Scan the data below for the string "center". Show every line where it turns up.

(THE INPUT)
BEGIN

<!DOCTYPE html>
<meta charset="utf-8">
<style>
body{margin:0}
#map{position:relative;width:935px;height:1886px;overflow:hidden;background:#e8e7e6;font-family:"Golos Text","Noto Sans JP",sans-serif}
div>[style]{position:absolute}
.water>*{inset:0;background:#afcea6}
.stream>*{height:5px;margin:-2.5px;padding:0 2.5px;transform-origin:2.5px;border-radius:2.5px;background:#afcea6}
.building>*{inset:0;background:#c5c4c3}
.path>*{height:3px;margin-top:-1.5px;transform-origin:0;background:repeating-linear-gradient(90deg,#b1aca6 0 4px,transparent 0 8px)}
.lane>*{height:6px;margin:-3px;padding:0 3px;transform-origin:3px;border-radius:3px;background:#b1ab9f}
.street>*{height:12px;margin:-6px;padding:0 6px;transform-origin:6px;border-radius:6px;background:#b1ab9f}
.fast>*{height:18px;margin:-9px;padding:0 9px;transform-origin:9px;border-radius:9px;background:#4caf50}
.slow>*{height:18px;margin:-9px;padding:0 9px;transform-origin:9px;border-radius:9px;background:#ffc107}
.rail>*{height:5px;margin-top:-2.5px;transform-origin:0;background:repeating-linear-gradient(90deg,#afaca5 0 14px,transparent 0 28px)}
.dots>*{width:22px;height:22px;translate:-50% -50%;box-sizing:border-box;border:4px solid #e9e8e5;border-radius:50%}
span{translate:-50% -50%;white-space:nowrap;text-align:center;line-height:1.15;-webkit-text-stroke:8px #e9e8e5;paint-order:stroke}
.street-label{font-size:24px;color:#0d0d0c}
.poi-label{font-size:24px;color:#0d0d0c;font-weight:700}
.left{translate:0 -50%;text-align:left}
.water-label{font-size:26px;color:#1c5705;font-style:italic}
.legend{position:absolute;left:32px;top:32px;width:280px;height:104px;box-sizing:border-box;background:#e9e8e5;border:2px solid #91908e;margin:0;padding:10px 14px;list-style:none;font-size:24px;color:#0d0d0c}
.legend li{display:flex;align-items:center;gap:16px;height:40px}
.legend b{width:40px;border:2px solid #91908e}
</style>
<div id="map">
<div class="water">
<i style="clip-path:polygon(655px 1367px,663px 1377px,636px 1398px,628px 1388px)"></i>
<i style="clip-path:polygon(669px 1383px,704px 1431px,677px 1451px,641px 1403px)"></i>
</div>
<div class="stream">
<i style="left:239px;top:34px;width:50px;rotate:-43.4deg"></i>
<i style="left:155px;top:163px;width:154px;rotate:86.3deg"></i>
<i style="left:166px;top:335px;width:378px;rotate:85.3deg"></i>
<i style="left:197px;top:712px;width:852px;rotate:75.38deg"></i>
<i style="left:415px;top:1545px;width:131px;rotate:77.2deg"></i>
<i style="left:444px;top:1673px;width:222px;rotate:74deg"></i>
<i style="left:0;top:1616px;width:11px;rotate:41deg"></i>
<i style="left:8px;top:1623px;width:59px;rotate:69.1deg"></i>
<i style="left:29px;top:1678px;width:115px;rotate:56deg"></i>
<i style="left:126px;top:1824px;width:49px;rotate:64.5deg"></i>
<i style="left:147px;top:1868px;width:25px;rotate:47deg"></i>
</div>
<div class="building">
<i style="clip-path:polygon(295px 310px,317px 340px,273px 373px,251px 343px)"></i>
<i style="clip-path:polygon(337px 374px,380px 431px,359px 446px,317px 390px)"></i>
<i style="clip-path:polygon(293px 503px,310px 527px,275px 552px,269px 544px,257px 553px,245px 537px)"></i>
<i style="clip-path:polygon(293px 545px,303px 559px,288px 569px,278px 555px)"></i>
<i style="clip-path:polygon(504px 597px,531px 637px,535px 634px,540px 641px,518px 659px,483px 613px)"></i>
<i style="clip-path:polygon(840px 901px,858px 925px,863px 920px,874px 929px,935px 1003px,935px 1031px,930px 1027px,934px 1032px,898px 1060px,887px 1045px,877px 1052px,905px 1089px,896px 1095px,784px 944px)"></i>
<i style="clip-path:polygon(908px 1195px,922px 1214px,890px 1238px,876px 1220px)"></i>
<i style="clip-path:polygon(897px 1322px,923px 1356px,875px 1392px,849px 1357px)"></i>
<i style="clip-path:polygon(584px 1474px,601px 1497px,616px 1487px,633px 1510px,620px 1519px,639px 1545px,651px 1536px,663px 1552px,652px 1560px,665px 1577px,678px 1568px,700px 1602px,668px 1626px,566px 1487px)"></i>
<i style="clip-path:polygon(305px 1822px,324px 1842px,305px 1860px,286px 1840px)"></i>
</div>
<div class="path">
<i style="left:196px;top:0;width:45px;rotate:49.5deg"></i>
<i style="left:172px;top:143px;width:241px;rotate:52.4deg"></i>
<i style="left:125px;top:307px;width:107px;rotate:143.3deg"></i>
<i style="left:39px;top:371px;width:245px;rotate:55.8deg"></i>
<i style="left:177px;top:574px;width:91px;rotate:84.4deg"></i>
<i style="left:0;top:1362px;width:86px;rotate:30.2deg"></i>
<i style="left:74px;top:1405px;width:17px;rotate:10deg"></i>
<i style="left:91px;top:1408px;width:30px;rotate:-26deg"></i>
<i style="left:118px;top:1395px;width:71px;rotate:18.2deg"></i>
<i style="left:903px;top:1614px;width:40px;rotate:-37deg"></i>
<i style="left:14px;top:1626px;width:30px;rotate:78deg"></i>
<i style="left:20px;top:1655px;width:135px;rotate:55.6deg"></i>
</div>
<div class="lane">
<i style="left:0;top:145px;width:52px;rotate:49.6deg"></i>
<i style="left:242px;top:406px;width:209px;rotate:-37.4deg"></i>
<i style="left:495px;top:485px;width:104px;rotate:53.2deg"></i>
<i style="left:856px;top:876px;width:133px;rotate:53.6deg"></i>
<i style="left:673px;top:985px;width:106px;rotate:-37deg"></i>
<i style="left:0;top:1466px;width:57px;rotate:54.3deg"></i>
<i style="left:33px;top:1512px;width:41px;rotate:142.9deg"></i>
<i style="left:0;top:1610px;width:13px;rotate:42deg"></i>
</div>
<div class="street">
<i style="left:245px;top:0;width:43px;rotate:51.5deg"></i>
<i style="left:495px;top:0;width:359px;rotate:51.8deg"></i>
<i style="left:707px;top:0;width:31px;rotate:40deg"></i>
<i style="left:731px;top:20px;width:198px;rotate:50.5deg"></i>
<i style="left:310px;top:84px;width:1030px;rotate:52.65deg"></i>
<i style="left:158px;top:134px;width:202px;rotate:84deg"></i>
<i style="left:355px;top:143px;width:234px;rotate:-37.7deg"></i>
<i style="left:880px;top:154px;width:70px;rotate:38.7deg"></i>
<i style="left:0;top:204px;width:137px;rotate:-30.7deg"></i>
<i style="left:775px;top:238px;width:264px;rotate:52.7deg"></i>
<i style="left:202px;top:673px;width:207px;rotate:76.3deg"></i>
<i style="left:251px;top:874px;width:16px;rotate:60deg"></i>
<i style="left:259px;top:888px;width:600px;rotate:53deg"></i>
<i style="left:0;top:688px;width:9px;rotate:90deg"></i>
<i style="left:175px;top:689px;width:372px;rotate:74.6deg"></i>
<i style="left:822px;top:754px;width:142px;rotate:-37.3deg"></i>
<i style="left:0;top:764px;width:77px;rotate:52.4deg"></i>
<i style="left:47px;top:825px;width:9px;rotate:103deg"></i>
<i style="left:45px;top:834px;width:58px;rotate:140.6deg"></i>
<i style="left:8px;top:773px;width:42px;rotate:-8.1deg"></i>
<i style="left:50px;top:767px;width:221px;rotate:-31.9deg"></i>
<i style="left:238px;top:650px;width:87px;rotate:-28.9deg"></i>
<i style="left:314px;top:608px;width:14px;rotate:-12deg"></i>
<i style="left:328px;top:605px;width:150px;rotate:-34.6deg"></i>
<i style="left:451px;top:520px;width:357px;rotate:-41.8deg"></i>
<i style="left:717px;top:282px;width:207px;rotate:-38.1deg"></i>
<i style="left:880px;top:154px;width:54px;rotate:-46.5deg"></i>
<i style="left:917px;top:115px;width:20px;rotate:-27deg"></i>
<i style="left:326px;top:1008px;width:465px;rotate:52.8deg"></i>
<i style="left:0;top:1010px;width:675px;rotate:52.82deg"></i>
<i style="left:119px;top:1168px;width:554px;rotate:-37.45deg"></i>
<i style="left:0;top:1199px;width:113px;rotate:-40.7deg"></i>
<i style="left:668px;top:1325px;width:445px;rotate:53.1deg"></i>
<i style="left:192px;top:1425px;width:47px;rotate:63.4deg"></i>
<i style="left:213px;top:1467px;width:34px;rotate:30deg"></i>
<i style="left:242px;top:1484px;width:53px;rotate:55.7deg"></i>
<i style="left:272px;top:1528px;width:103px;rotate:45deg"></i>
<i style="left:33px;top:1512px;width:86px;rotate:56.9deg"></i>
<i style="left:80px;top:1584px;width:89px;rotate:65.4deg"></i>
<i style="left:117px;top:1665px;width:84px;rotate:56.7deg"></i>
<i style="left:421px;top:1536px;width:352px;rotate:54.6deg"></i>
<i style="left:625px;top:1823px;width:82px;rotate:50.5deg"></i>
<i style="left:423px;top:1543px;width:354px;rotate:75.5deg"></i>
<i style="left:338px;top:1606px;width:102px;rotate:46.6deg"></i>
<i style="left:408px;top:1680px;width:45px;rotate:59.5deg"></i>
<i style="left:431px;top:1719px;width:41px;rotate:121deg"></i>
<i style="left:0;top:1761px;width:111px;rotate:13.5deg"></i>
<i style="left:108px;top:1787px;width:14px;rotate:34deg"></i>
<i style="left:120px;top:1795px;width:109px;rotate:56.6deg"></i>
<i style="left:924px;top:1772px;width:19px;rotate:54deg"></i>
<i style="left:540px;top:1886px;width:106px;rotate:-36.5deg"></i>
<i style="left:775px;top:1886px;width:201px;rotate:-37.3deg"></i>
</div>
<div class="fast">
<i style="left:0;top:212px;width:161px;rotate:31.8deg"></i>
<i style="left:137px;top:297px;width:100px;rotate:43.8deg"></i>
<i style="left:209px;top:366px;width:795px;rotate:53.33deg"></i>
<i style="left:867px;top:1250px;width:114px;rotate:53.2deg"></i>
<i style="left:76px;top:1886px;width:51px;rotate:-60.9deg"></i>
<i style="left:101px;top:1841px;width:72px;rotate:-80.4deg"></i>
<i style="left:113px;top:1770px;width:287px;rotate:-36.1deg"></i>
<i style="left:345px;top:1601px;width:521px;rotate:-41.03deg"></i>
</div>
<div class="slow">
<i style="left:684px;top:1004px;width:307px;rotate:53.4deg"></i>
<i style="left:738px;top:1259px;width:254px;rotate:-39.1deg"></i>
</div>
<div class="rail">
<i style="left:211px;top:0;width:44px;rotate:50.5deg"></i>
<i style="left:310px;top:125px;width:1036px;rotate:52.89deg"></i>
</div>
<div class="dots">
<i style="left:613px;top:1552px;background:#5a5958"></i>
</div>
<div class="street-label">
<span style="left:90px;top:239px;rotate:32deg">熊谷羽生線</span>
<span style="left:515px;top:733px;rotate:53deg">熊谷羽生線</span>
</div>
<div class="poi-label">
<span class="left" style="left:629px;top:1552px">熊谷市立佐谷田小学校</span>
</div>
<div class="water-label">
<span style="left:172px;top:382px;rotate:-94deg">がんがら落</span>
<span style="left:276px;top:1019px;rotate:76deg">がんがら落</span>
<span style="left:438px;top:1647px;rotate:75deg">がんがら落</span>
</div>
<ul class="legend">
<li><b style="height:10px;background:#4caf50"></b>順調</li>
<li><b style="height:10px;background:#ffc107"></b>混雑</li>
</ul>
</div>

END

(FINISHED TASK)
span{translate:-50% -50%;white-space:nowrap;text-align:center;line-height:1.15;-webkit-text-stroke:8px #e9e8e5;paint-order:stroke}
.legend li{display:flex;align-items:center;gap:16px;height:40px}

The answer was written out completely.